I pause, glaring at a pile of leaves on the patio. I could be touched that my husband believes in my abilities to such an extent that a paycheck from The New York Times seems plausible.
Instead, I bark, “Yes, if I weren’t shoveling dog shit, washing your underwear and driving to piano lessons, I bet I could.”
A pause on his end this time. Then he offers softly, “I’ll send you the link anyway.”
I slam the back door and make my pilgrimage to the trash cans. At the top of the stairs I feel hot tears on my cheeks. I’m confronted unexpectedly with my struggle to combine adulthood, which includes my career aspirations and basic eight hours of sleep a night human health needs, with parenthood as I’ve defined it.
These self-analysis potholes are everywhere. A few years ago, a college friend who wasn’t working at the time asked if I’d heard that a classmate of ours just won the Pulitzer. “And she has kids.” The full sentence is really “and she has kids like us,” which translates into: she has kids like us and she’s winning the Pulitzer, what’s wrong with us? Why haven’t we managed to combine motherhood with our own version of a successful career?
It’s not about winning the Pulitzer, it’s about falling under the weight of motherhood.
To borrow a few themes from undergraduate women’s studies papers, one might argue that moms who have the choice and don’t work have dropped our feminist teachings and retreated into the domestic sphere. We may not see it that way, except when faced with the success of our peers or questions about whether that graduate degree was worth our parents’ money.
It all depends on which looking glass surveys the landscape–to get an honest view, the window must be personal to our own experiences, choices and desires. If we use our window to look at someone else, we may judge them as well as ourselves to make sense of the differences. Staying at home with the kids is not checking out, while at the same time managing the kids and the house can swallow years of a woman’s life. The middle ground is combining motherhood with our individual interests, whether it’s a job, volunteering or something else, and not bending under anyone else’s opinion of what makes us good enough (which is a challenge from personhood that just gets carried over into motherhood). If we’re doing our thing, then we can observe and be thoughtful when we hear about someone else doing her thing.

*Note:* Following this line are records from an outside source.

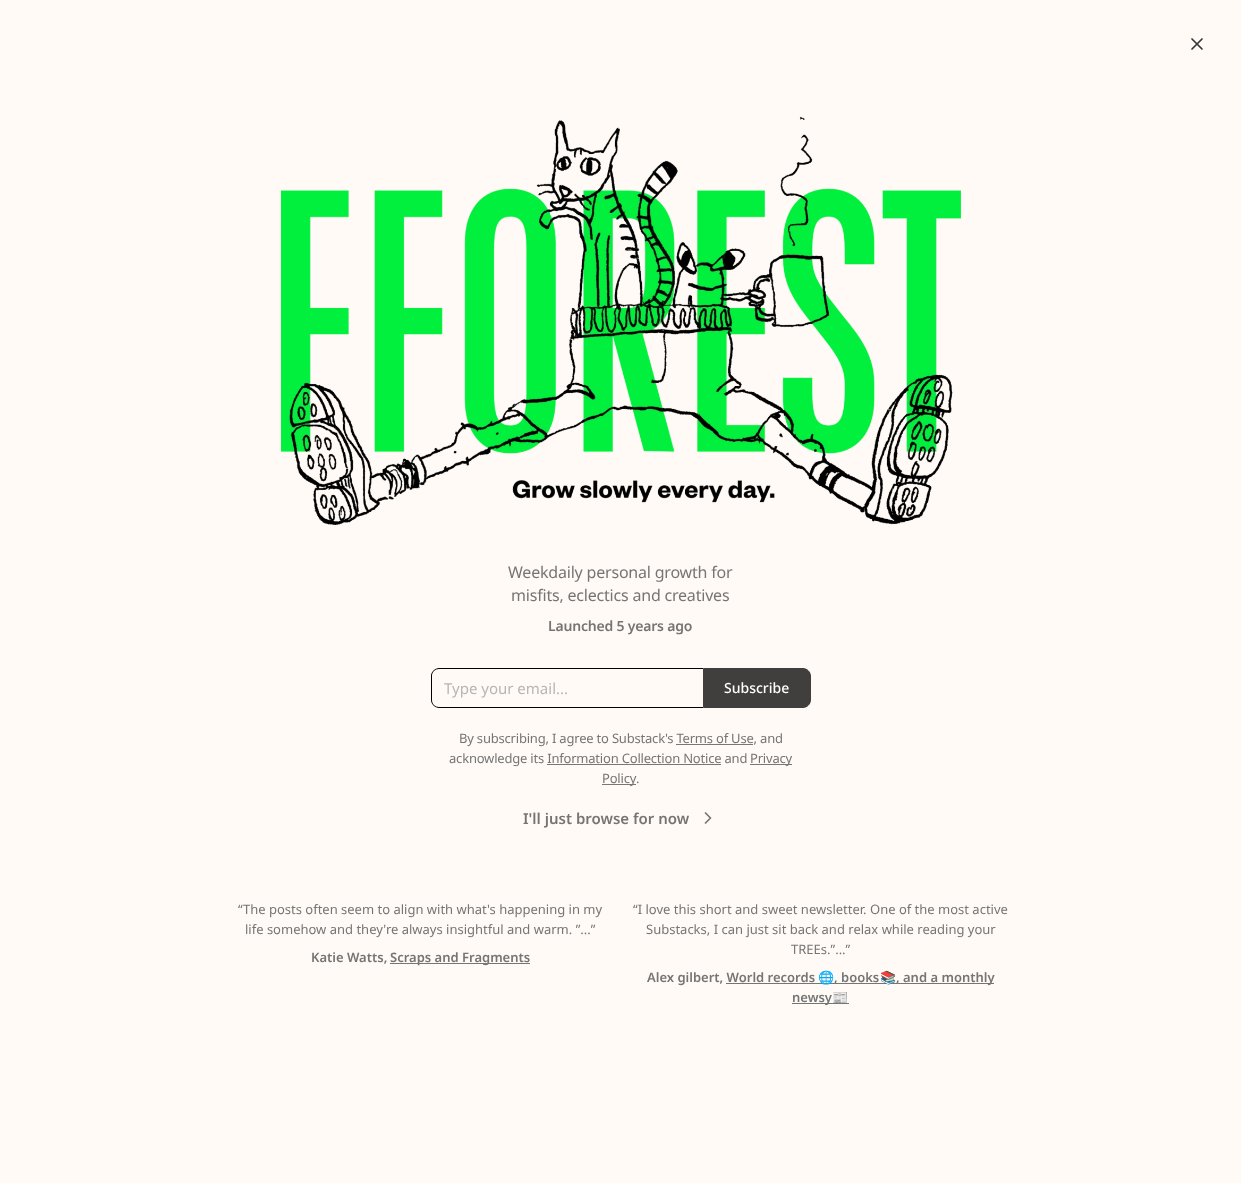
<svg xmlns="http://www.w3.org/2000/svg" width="1241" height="1183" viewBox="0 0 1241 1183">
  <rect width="100%" height="100%" fill="#fffaf5"/>
  <path d="M1202 39L1192 49M1192 39L1202 49" fill="none" stroke="#363737" stroke-width="1.7" stroke-linecap="round" stroke-linejoin="round"/>
  <image x="280" y="116" width="681" height="409" href="img/1.png"/>
  <path d="M439 668H703V708H439C435 708 431 704 431 700V676C431 672 435 668 439 668ZM439 669H703V707H439C435 707 432 704 432 700V676C432 672 435 669 439 669Z" fill="#000" fill-rule="evenodd"/>
  <path d="M703.5 668.5H803C807 668.5 810.5 672 810.5 676V700C810.5 704 807 707.5 803 707.5H703.5Z" fill="#403f3d" stroke="#403f3d"/>
  <path d="M750 764h42v1H750z" fill="#777"/>
  <path d="M602 784h34v1H602z" fill="#777"/>
  <path d="M705.5 823L710.5 818L705.5 813" fill="none" stroke="#757575" stroke-width="1.7" stroke-linecap="round" stroke-linejoin="round"/>
  <path d="M390 963h140v1H390z" fill="#757575"/>
  <path d="M726 983h268v1H726z" fill="#757575"/>
  <path d="M792 1003h57v1H792z" fill="#757575"/>
  <g font-family="Noto Sans" font-size="16" letter-spacing="-0.2" fill="#757575">
    <text x="508" y="578">Weekdaily personal growth for</text>
    <text x="511" y="601">misfits, eclectics and creatives</text>
  </g>
  <text x="548" y="631" font-family="Noto Sans" font-size="14" font-weight="600" letter-spacing="-0.2" fill="#757575">Launched 5 years ago</text>
  <text x="444" y="694" font-family="Noto Sans" font-size="15" fill="#b6b6b6">Type your email...</text>
  <text x="724" y="693" font-family="Noto Sans" font-size="14" font-weight="500" fill="#fffefd">Subscribe</text>
  <text x="459" y="743" font-family="Noto Sans" font-size="13" letter-spacing="-0.2" fill="#757575">By subscribing, I agree to Substack's Terms of Use, and</text>
  <path d="M676 744h77v1H676z" fill="#777"/>
  <g font-family="Noto Sans" font-size="13" letter-spacing="-0.2" fill="#757575">
    <text x="449" y="763">acknowledge its Information Collection Notice and</text>
    <text x="750" y="763">Privacy</text>
  </g>
  <path d="M547 764h174v1H547z" fill="#777"/>
  <g font-family="Noto Sans" font-size="13" letter-spacing="-0.2" fill="#757575">
    <text x="602" y="783">Policy</text>
    <text x="636" y="783">.</text>
  </g>
  <text x="523" y="824" font-family="Noto Sans" font-size="15" font-weight="600" fill="#757575">I'll just browse for now</text>
  <g font-family="Noto Sans" font-size="13" fill="#757575">
    <text x="238" y="914">“The posts often seem to align with what's happening in my</text>
    <text x="245" y="934">life somehow and they're always insightful and warm. ”...”</text>
  </g>
  <g font-family="Noto Sans" font-size="13" font-weight="600" fill="#757575">
    <text x="311" y="962">Katie Watts,</text>
    <text x="390" y="962">Scraps and Fragments</text>
  </g>
  <g font-family="Noto Sans" font-size="13" fill="#757575">
    <text x="633" y="914">“I love this short and sweet newsletter. One of the most active</text>
    <text x="646" y="934">Substacks, I can just sit back and relax while reading your</text>
    <text x="791" y="954">TREEs.”...”</text>
  </g>
  <text x="647" y="982" font-family="Noto Sans" font-size="13" font-weight="600" fill="#757575">Alex gilbert, World records</text>
  <text x="818" y="982" font-family="Noto Color Emoji" font-size="13" font-weight="bold" fill="#757575">🌐</text>
  <text x="834" y="982" font-family="Noto Sans" font-size="13" font-weight="600" fill="#757575">, books</text>
  <text x="880" y="982" font-family="Noto Color Emoji" font-size="13" font-weight="bold" fill="#757575">📚</text>
  <g font-family="Noto Sans" font-size="13" font-weight="600" fill="#757575">
    <text x="896" y="982">, and a monthly</text>
    <text x="792" y="1002">newsy</text>
  </g>
  <text x="832" y="1002" font-family="Noto Color Emoji" font-size="13" font-weight="bold" fill="#757575">📰</text>
</svg>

My tears at the top of the driveway let me know that I’ve got an imbalance–and I made some changes. I signed Oliver up for one more day of preschool a week and started working on a new project that I’d been mulling around for a few months. I still feel engaged even with the challenges of summer’s bouncing schedule. For right now, my answers are subtle shifts in time and focus.
Powerful, thank you.
Could be I’m pregnant and emotional but this brought tears to my eyes. It brought up something for me about the collective struggle in humankind to live a fully awake and impassioned life. The world is so complicated that it’s almost impossible to find what makes us feel that aliveness we seek…and more times than not it is not just one thing. Hence the balancing act you, me and probably most mothers feel.
I have been a stay at home mom for the past 10 years. A few years back I realized that I had given all of me to my children. There was nothing left. I couldn’t even tell you what I was interested in outside of my kids. And although that time with them was wonderful as I look back on how I would have done things differently from this perspective… I would have taken a lot more time to feed and nurture my own soul, continued my education, volunteered (outside of the classrooms), and I would have made a stronger commitment to myself. I am looking to go back to work now and have been reflecting on my choices with no regrets just from a different perspective. Thanks for your post.
I’ve had the hardest time dealing with my lack of a career since my son was born last year. I’ve tried to come to the same conclusion as you many times. I’ve been working since I was 15, and my job has always been such a hugely defining aspect of my life, and my career succeses have been such points of pride and personal accomplishment, that not working has felt like a piece of myself that’s missing.
Thank you for putting into writing what I failed to comprehend. I know I’m a little way off from a full-fledged return to my career or even most of the other activites I loved so much before 2008, but your article will remind me that I get to define who I am, and that even if I get lost in the mix along the way, I can find ways of reclaiming myself at any time.